___ DATASET EXCERPTS
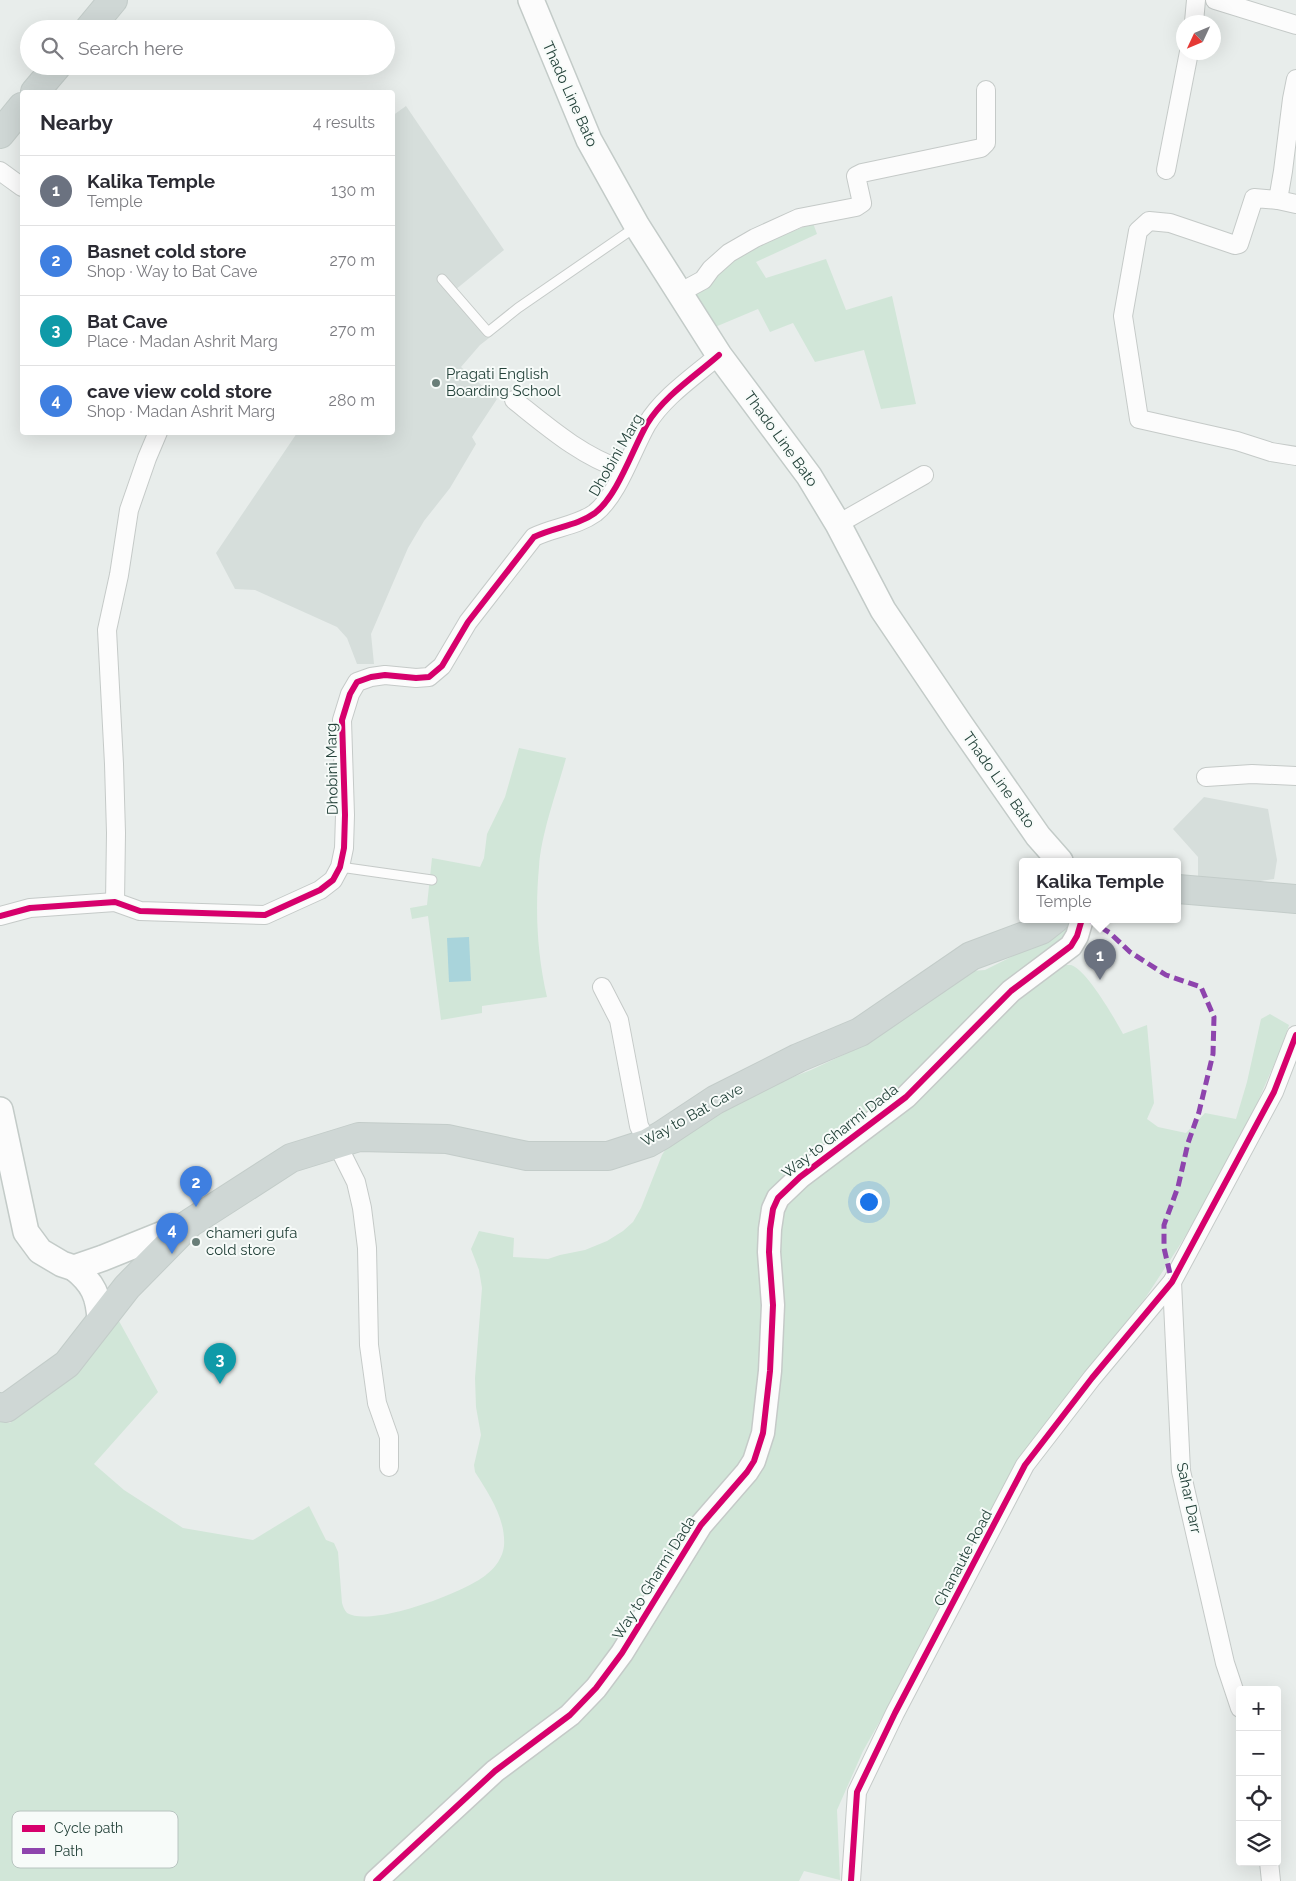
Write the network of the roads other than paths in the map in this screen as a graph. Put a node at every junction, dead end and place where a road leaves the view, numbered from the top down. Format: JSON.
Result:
{"nodes":[{"id":1,"x":113,"y":0,"type":"edge"},
{"id":2,"x":530,"y":0,"type":"edge"},
{"id":3,"x":1196,"y":0,"type":"edge"},
{"id":4,"x":1215,"y":0,"type":"edge"},
{"id":5,"x":1195,"y":15,"type":"edge"},
{"id":6,"x":96,"y":20,"type":"edge"},
{"id":7,"x":1296,"y":25,"type":"edge"},
{"id":8,"x":1187,"y":60,"type":"edge"},
{"id":9,"x":49,"y":75,"type":"edge"},
{"id":10,"x":1296,"y":79,"type":"edge"},
{"id":11,"x":37,"y":90,"type":"edge"},
{"id":12,"x":986,"y":90,"type":"dead end"},
{"id":13,"x":20,"y":109,"type":"edge"},
{"id":14,"x":0,"y":134,"type":"edge"},
{"id":15,"x":1166,"y":170,"type":"dead end"},
{"id":16,"x":0,"y":171,"type":"edge"},
{"id":17,"x":20,"y":186,"type":"edge"},
{"id":18,"x":1278,"y":200,"type":"junction"},
{"id":19,"x":1296,"y":204,"type":"edge"},
{"id":20,"x":637,"y":226,"type":"junction"},
{"id":21,"x":442,"y":279,"type":"dead end"},
{"id":22,"x":679,"y":293,"type":"junction"},
{"id":23,"x":719,"y":355,"type":"junction"},
{"id":24,"x":514,"y":400,"type":"dead end"},
{"id":25,"x":157,"y":435,"type":"edge"},
{"id":26,"x":1296,"y":456,"type":"edge"},
{"id":27,"x":623,"y":470,"type":"junction"},
{"id":28,"x":924,"y":475,"type":"dead end"},
{"id":29,"x":838,"y":524,"type":"junction"},
{"id":30,"x":1296,"y":776,"type":"edge"},
{"id":31,"x":1206,"y":777,"type":"dead end"},
{"id":32,"x":1038,"y":836,"type":"junction"},
{"id":33,"x":1045,"y":858,"type":"edge"},
{"id":34,"x":1057,"y":858,"type":"edge"},
{"id":35,"x":340,"y":866,"type":"junction"},
{"id":36,"x":432,"y":880,"type":"dead end"},
{"id":37,"x":1181,"y":889,"type":"edge"},
{"id":38,"x":1296,"y":899,"type":"edge"},
{"id":39,"x":114,"y":902,"type":"junction"},
{"id":40,"x":0,"y":916,"type":"edge"},
{"id":41,"x":1044,"y":923,"type":"edge"},
{"id":42,"x":1081,"y":923,"type":"edge"},
{"id":43,"x":602,"y":987,"type":"dead end"},
{"id":44,"x":1296,"y":1035,"type":"edge"},
{"id":45,"x":0,"y":1110,"type":"edge"},
{"id":46,"x":648,"y":1143,"type":"junction"},
{"id":47,"x":337,"y":1144,"type":"junction"},
{"id":48,"x":190,"y":1223,"type":"junction"},
{"id":49,"x":74,"y":1268,"type":"junction"},
{"id":50,"x":1172,"y":1282,"type":"junction"},
{"id":51,"x":100,"y":1321,"type":"junction"},
{"id":52,"x":0,"y":1408,"type":"edge"},
{"id":53,"x":389,"y":1468,"type":"dead end"},
{"id":54,"x":1236,"y":1697,"type":"edge"},
{"id":55,"x":1269,"y":1866,"type":"edge"},
{"id":56,"x":376,"y":1881,"type":"edge"},
{"id":57,"x":851,"y":1881,"type":"edge"},
{"id":58,"x":1271,"y":1881,"type":"edge"}],
"edges":[{"from":1,"to":6,"type":"main road"},
{"from":2,"to":20,"type":"main road","name":"Thado Line Bato"},
{"from":3,"to":5,"type":"street"},
{"from":4,"to":7,"type":"street"},
{"from":8,"to":15,"type":"street"},
{"from":9,"to":11,"type":"main road"},
{"from":10,"to":18,"type":"street"},
{"from":12,"to":22,"type":"street"},
{"from":13,"to":14,"type":"main road"},
{"from":16,"to":17,"type":"street"},
{"from":18,"to":19,"type":"street"},
{"from":18,"to":26,"type":"street"},
{"from":20,"to":21,"type":"lane"},
{"from":20,"to":22,"type":"main road","name":"Thado Line Bato"},
{"from":22,"to":23,"type":"main road","name":"Thado Line Bato"},
{"from":23,"to":27,"type":"street","name":"Dhobini Marg"},
{"from":23,"to":29,"type":"main road","name":"Thado Line Bato"},
{"from":24,"to":27,"type":"street"},
{"from":25,"to":39,"type":"street"},
{"from":27,"to":35,"type":"street","name":"Dhobini Marg"},
{"from":28,"to":29,"type":"street"},
{"from":29,"to":32,"type":"main road","name":"Thado Line Bato"},
{"from":30,"to":31,"type":"street"},
{"from":32,"to":33,"type":"main road"},
{"from":32,"to":34,"type":"main road","name":"Thado Line Bato"},
{"from":35,"to":36,"type":"lane"},
{"from":35,"to":39,"type":"street","name":"Dhobini Marg"},
{"from":37,"to":38,"type":"main road"},
{"from":39,"to":40,"type":"street","name":"Dhobini Marg"},
{"from":41,"to":46,"type":"main road","name":"Way to Bat Cave"},
{"from":42,"to":56,"type":"street","name":"Way to Gharmi Dada"},
{"from":43,"to":46,"type":"street"},
{"from":44,"to":50,"type":"street","name":"Chanaute Road"},
{"from":45,"to":49,"type":"main road"},
{"from":46,"to":47,"type":"main road","name":"Way to Bat Cave"},
{"from":47,"to":48,"type":"main road","name":"Way to Bat Cave"},
{"from":47,"to":53,"type":"street"},
{"from":48,"to":49,"type":"main road","name":"Way to Bat Cave"},
{"from":48,"to":51,"type":"main road"},
{"from":49,"to":51,"type":"main road"},
{"from":50,"to":54,"type":"street","name":"Sahar Darr"},
{"from":50,"to":57,"type":"street","name":"Chanaute Road"},
{"from":51,"to":52,"type":"main road"},
{"from":55,"to":58,"type":"street"}]}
______
WORK ORDER - Give only the number of lines in the data that include the string "Thado".

COMPLETED EXERCISE - 6